• **Task to complete**
Across the entries below, tally every line that holds the string "middle" and reply with the number only.

• **Available data**
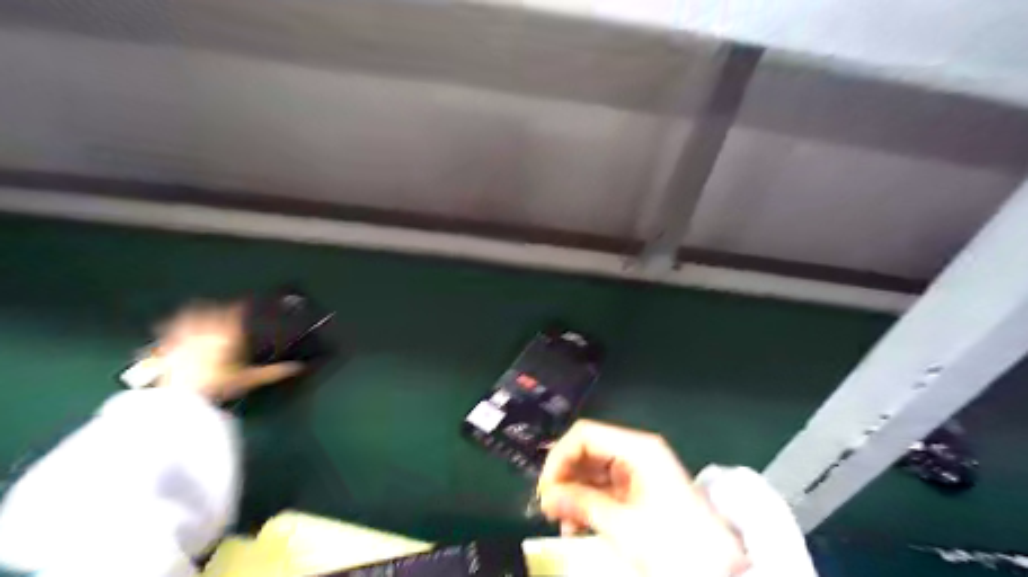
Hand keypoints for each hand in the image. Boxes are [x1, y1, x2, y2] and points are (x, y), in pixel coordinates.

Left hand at [151, 302, 302, 401]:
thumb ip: (274, 372)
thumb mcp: (250, 379)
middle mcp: (207, 329)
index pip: (236, 312)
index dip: (241, 306)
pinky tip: (170, 322)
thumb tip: (298, 367)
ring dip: (197, 309)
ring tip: (200, 306)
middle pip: (214, 310)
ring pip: (191, 314)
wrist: (182, 396)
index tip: (245, 304)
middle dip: (220, 307)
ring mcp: (185, 335)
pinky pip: (169, 328)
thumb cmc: (218, 384)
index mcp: (228, 334)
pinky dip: (172, 323)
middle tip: (225, 306)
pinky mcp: (168, 345)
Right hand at [539, 418, 748, 575]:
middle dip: (565, 478)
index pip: (585, 435)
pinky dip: (588, 503)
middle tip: (549, 508)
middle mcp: (636, 452)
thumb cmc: (673, 542)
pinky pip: (604, 488)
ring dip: (574, 494)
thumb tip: (546, 495)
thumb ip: (580, 503)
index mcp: (637, 448)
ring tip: (563, 522)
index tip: (545, 487)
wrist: (719, 571)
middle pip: (588, 451)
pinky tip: (577, 525)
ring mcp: (638, 471)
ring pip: (593, 471)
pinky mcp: (640, 491)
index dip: (559, 456)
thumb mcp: (623, 524)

• **Task answer**
8